For those who can’t afford to shop at Whole Foods Market or stock up on organic produce, CSA offers an inexpensive way to insert unprocessed and wholesome foods into your life.

Kimble also provides local resources for Tucson community members. For example, the University of Arizona Community Garden offers people the opportunity to grow their own food on a plot of land. The program not only provides individuals with sustainable food sources, it creates a sense of community and allows people to appreciate what they put in their bodies.

In her book, Kimble also discusses Native seeds/SEARCH, a seed-saving nonprofit that aims to provide food security and education about indigenous produce. She also recommends ReZoNation, a local farm that produces a range of produce, honey and poultry for Tucson community members.

One of Kimble’s obsessions is chocolate, but after endless searching she was unable to find a chocolate brand that did not incorporate refined sugar, chemicals or preservatives.

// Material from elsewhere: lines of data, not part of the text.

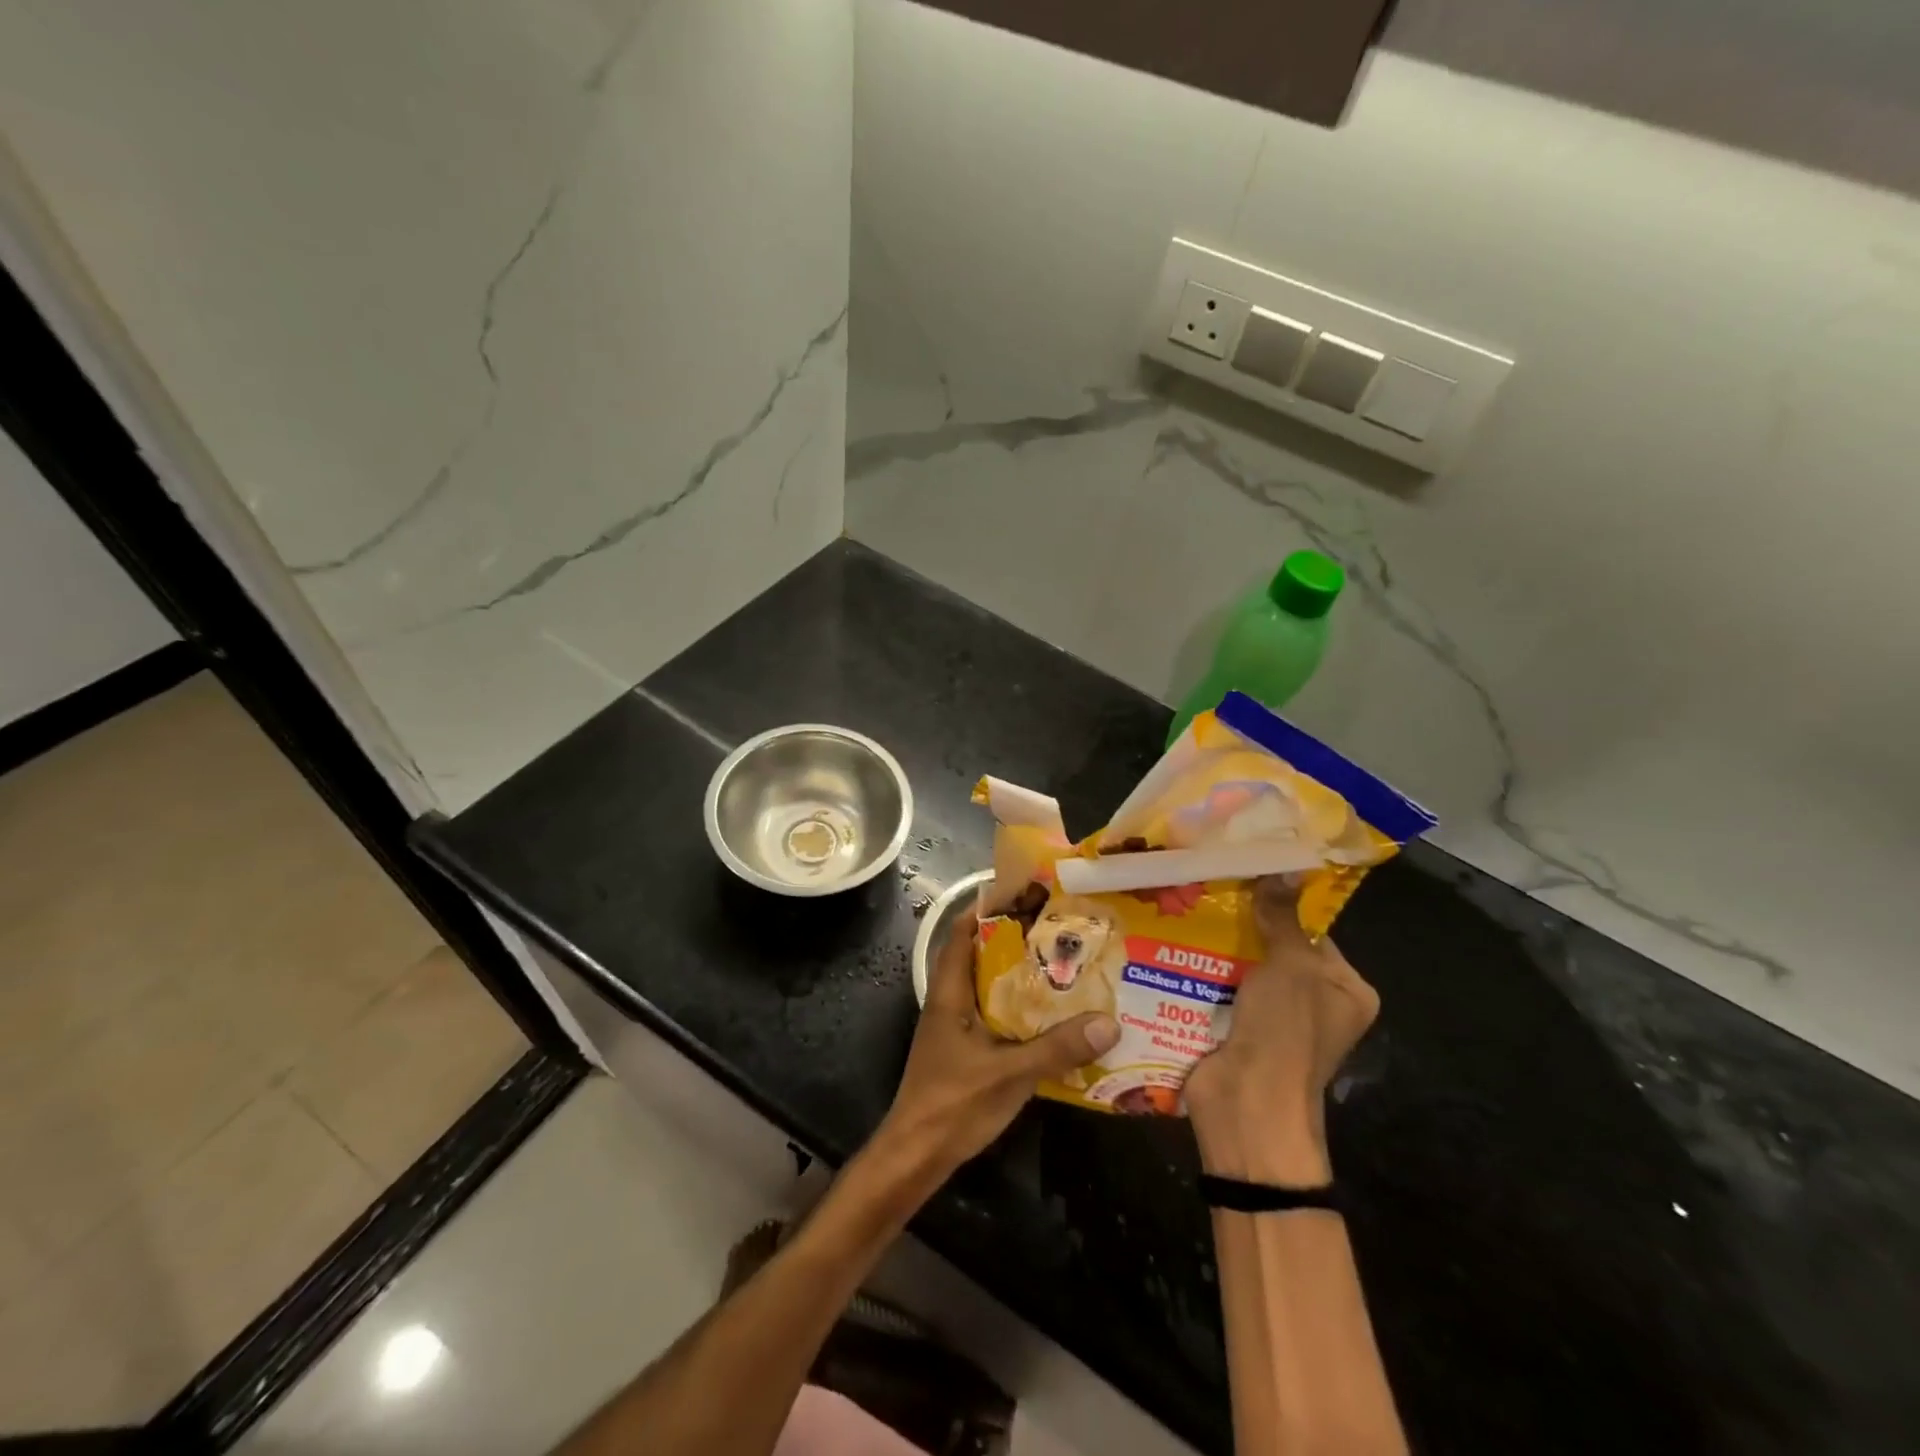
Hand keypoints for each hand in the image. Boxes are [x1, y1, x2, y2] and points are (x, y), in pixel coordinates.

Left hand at [876, 909, 1119, 1181]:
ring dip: (1018, 975)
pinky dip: (1017, 1008)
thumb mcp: (1009, 1074)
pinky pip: (993, 1015)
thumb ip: (1056, 1048)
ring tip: (1062, 966)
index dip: (988, 909)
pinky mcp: (963, 1051)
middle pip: (979, 955)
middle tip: (1058, 930)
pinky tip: (1049, 1018)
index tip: (1026, 894)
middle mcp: (950, 1001)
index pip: (962, 933)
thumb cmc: (953, 1104)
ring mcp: (955, 1028)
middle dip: (1014, 940)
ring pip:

So she went on a hunt of her own to bring back the smooth, creamy goodness she longed for.

After a bit of trial and error in the kitchen, Kimble settled on a combination of cocoa powder, cocoa butter, vanilla, honey and a dash of salt. This simple list of ingredients produced as she described a quick yet scrumptiously melt-in-your-mouth chocolate bar.

Kimble and her journey to reclaim real food within an urban space shows that, despite the trials and tribulations of maintaining an unprocessed diet, there are entire communities that offer ways to assist you in your journey. With a little heart and a lot of effort, a sustainable urban diet is within reach for those who seek it.

When looking for a realistic, relatable and entertaining read, look no further than Kimble’s “Unprocessed.”